Thank you for agreeing to try this with me. It's hardly my normal sort of thing either, but it utterly won the page 67 test. Have you heard of this? A diagnostic: you try page 67 as a sample.

I loved it. Somewhat despite myself - it reminded me of "Bel Canto" in this way. I thought the writing fluid and witty and the plot conceit good enough to work. I wouldn't claim it was literature for all time, but I thoroughly enjoyed reading it and it replays in my mind weeks later and I would look out for other stuff of hers.

I particularly enjoyed the dead being such vivid, real people and their obsession with trivial things. As someone comments, no-one's message is simply "go on and enjoy your life". Tellingly, Arthur's gran surprises Annie by NOT waking her up! I found the policeman very delicately written, especially the contrast between their perceptions of their relationship - Annie can get it so wrong with the living! And he's so delicately helpful when he comes back, and so utterly uninterested in his own fate ("I've not come about that"). Very, very moving.

I think you're right about Evan, Valerie, although his ending is rather less finished than I would choose (and the rest of the ending is a bit overly-sorted, cf. "Bel Canto" again). But I think that's part of the irony, isn't it? Annie gives others all sorts of things she tends to lack in her own life, for instance consideration, clarity, perception, closure.

I'm delighted to have read it, and even the central conceit worked in way I need such things to work: internal consistency. It works on its own terms and within the parameters set by the author, and these are explored engagingly enough to win my support. And I did feel the book used communication with the dead as a way in to more wide-ranging (and accurate) themes and characterisation and observations, which is ultimately why I found it so life-affirming.

Thursday, February 12, 2009

The Extra Large Medium

Well, in the end I enjoyed this book as a light entertaining read.

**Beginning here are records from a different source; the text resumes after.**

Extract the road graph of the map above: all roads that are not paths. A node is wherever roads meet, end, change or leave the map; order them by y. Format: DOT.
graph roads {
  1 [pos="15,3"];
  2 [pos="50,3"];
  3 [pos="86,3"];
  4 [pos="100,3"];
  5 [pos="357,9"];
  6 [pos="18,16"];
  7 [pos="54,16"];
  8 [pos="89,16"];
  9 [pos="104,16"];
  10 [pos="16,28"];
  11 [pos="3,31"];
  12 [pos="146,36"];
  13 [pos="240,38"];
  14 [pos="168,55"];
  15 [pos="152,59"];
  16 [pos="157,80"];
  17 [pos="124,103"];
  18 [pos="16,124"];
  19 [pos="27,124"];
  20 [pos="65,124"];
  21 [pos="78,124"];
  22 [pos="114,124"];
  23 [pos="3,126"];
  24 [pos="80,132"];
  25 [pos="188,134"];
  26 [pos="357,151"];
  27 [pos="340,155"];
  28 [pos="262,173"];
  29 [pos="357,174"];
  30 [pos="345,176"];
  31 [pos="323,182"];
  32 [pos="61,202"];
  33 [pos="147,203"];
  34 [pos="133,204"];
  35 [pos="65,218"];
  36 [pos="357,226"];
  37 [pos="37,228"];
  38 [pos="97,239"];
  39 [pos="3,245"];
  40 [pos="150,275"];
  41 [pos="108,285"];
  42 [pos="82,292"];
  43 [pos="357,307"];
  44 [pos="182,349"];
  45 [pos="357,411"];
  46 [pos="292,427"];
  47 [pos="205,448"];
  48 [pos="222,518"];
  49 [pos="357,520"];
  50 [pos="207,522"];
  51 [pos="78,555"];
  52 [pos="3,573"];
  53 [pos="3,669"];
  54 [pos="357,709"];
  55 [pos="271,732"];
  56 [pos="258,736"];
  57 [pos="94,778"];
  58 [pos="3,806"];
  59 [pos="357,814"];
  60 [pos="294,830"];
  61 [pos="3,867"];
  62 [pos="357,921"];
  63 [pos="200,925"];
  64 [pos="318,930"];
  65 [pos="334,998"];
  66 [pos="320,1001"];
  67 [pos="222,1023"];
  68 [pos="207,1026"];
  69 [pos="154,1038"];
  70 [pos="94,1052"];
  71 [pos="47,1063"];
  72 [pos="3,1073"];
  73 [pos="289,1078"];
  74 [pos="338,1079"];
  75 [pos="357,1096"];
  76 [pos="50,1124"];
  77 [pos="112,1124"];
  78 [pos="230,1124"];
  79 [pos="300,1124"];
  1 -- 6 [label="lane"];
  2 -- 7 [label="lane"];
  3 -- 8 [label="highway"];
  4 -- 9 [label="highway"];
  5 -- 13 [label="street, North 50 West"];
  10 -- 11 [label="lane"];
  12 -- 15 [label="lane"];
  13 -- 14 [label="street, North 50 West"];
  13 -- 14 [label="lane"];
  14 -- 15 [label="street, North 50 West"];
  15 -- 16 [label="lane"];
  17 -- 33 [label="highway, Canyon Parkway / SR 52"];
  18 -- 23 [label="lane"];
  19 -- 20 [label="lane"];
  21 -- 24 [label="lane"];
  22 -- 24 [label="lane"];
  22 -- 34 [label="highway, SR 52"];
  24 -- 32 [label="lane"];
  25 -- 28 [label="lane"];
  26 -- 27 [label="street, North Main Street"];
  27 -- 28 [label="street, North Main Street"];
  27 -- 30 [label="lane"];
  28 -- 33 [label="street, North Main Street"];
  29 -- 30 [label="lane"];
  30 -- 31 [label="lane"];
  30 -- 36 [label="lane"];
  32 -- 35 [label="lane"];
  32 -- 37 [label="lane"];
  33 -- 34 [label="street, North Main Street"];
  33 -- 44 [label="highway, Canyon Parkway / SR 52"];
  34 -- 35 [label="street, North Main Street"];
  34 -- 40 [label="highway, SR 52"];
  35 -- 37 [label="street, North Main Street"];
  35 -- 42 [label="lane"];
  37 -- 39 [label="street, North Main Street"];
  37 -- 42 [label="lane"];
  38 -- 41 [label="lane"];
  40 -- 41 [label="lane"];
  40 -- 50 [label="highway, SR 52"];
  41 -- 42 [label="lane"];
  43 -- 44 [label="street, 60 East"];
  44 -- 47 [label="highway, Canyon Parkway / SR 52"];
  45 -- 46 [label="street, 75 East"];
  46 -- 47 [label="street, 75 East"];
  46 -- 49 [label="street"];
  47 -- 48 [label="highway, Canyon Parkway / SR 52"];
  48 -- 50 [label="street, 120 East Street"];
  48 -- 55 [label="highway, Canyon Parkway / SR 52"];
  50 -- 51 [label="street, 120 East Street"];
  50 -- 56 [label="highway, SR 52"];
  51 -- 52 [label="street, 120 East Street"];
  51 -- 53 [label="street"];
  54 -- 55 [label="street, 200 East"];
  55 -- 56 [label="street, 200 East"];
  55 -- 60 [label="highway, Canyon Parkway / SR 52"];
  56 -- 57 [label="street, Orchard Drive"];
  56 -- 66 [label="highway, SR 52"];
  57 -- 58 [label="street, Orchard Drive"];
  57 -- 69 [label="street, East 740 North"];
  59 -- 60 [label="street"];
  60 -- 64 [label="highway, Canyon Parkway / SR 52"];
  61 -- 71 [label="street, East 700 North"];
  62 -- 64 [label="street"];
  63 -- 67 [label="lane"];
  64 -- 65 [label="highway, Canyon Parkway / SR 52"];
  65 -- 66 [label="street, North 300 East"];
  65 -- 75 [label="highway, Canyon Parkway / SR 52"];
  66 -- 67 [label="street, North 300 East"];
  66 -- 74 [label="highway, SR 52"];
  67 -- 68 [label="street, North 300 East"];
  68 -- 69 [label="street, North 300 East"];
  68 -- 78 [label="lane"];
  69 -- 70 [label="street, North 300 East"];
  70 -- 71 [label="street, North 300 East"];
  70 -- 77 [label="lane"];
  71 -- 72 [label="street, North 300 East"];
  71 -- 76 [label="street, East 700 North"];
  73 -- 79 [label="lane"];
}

I certainly took a while to care about what is rather a lot of nonsense, but it was written in a very accessible and chirpy manner and the chocolate brown dressed people were cleverly included in the narrative as characters but retained their dimension. I found that I was eager to find out how everything resolved,but the ending left me a little bemused. Why did Arthur seek out Annie? What really happened to Evan? I assume he is still alive in Northumberland or were we meant to believe he died? It seems he was only legally dead, if I did not miss the point.

The title is rather misleading, as the overwhelmingly main character, the medium Annie was not the E.L.M. so that just seems rather a lack of imagination and a pity; or have I missed another point?

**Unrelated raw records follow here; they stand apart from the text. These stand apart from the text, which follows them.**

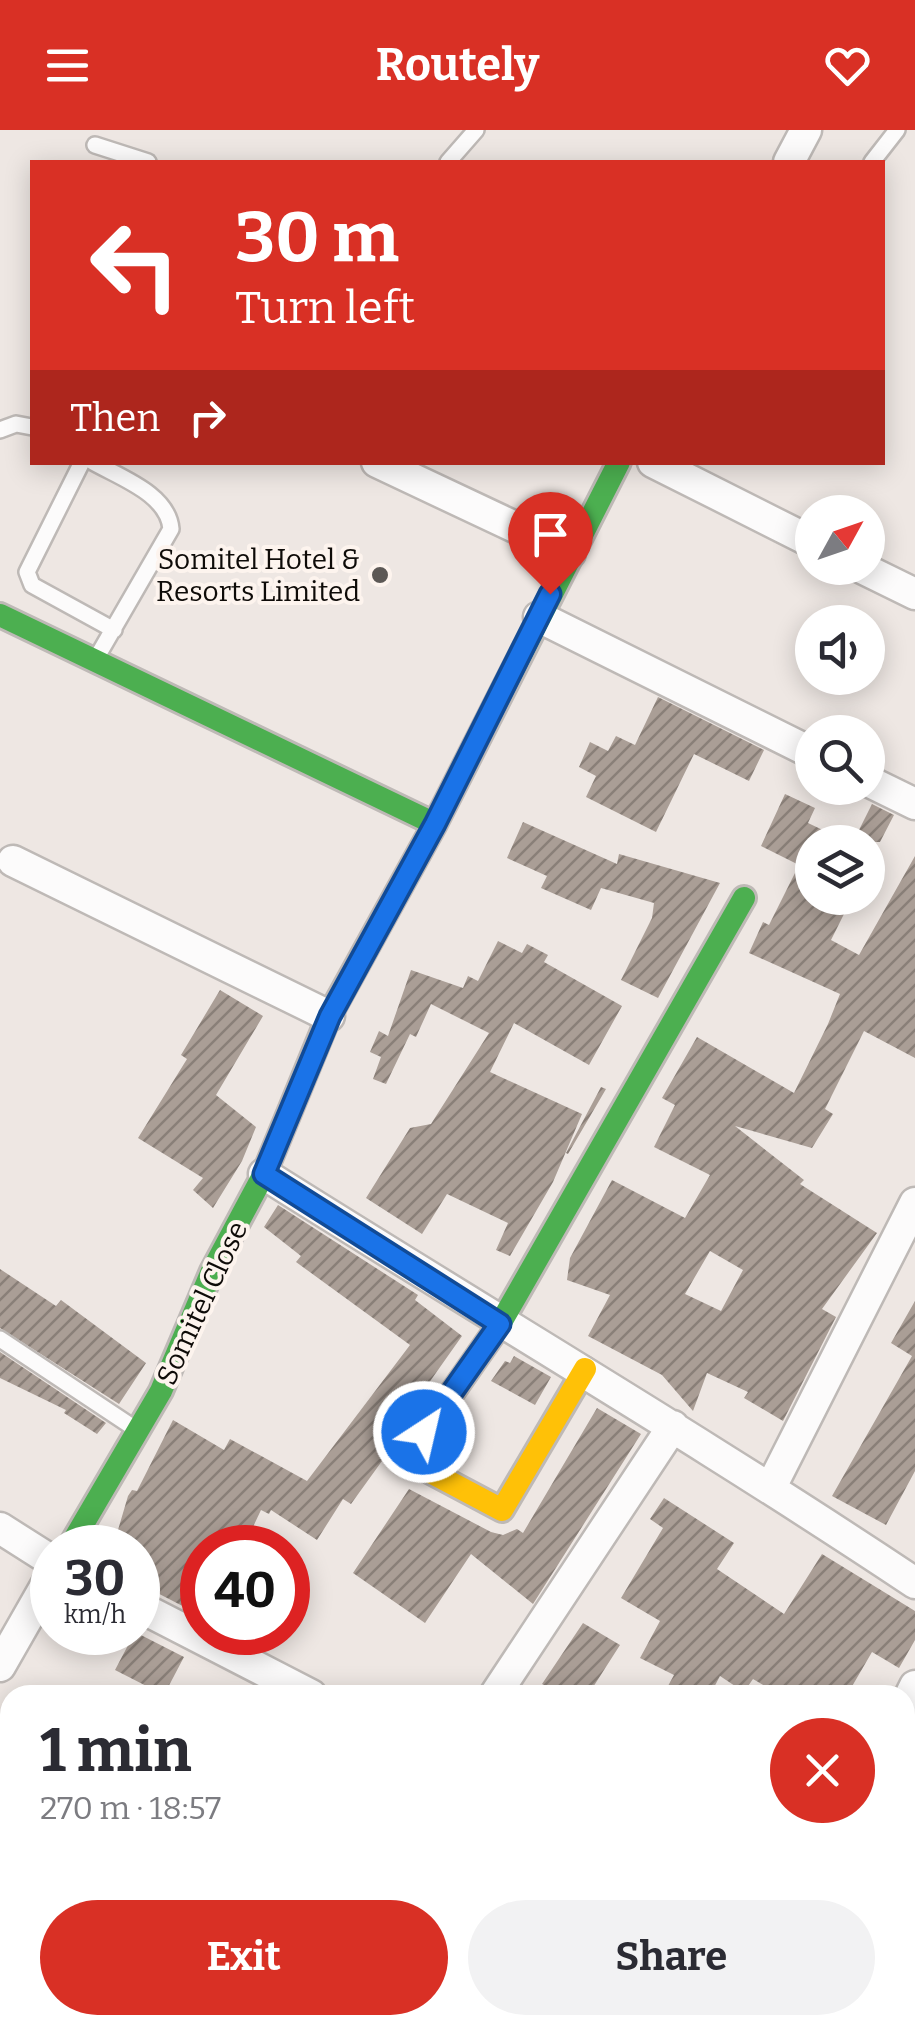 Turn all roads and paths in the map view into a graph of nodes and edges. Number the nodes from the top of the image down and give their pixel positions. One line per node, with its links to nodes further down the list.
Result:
1 (476, 130): 6 (lane)
2 (806, 130): 7 (street)
3 (896, 130): 8 (lane)
4 (95, 145): 5 (lane)
5 (142, 160)
6 (450, 160)
7 (790, 160)
8 (874, 160)
9 (30, 427): 10 (lane)
10 (0, 430)
11 (80, 465): 22 (lane)
12 (99, 465): 22 (lane)
13 (383, 465): 17 (street)
14 (616, 465): 17 (street, Somitel Close)
15 (660, 465): 16 (street)
16 (795, 533)
17 (570, 553): 21 (street, Somitel Close)
18 (885, 579): 19 (street)
19 (915, 594)
20 (0, 615): 23 (street)
21 (539, 617): 24 (street); 27 (street, Somitel Close)
22 (114, 630): 23 (lane)
23 (96, 658): 27 (street)
24 (795, 745)
25 (885, 789): 26 (street)
26 (915, 804)
27 (435, 824): 30 (street, Somitel Close)
28 (13, 861): 30 (street)
29 (744, 898): 33 (street)
30 (330, 1016): 31 (street, Somitel Close)
31 (264, 1174): 33 (street); 37 (street, Somitel Close)
32 (915, 1203): 38 (street)
33 (500, 1324): 35 (street); 35 (street)
34 (0, 1340): 37 (lane)
35 (585, 1370): 36 (street)
36 (673, 1426): 38 (street); 47 (street)
37 (139, 1432): 39 (street, Somitel Close)
38 (771, 1487): 42 (street)
39 (83, 1525)
40 (0, 1528): 41 (street)
41 (30, 1548)
42 (915, 1583)
43 (30, 1613): 45 (street)
44 (160, 1617): 46 (street)
45 (0, 1666)
46 (292, 1685)
47 (502, 1685)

Its often said that no-one really knows their nearest and dearest, they only think they do. That certainly was the case here.

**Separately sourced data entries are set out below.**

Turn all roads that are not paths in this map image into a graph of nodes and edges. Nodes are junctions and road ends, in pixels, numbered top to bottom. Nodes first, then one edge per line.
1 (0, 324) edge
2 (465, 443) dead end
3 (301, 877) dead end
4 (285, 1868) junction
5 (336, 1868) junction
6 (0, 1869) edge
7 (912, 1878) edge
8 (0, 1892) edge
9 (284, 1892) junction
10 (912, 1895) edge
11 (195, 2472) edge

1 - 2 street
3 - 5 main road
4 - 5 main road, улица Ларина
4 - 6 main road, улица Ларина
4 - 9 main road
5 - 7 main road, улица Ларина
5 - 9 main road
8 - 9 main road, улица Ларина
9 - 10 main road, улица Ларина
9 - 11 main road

Saturday, February 07, 2009

Not at all

I would be very happy to read another Pat Barker.

Death and then Life?

This is engaging, well written, with a good ideas and a good turn of phrase – e.g. ‘Happy is overrated, it is like the giddy cousin, laughing too loud and too long. It is better to be simply at ease.’ However I found I just couldn’t be bothered with it or any of the characters as the premise didn’t hook me, so I gave up a couple of weeks ago and haven’t given it another thought till now. I shall look forward to reading what you all think of it.

I have just started reading Pat Barker’s Life Class. Like the Regeneration Trilogy, it is based on a real character – artist/surgeon Henry Tonks in WW1. The writing is brilliant – see if you agree: ‘You knew he’d arrived only when you saw the students sitting opposite straighten their shoulders or bend more anxiously over their drawings. Tonks was a dark planet whose presence could be deduced only by a deviation in the orbit of other bodies.’ Is it too soon to suggest this as the next book?

Monday, February 02, 2009

I'm in!

Sounds intriguing and, more importantly, I can get hold of a copy. So count me in on this one!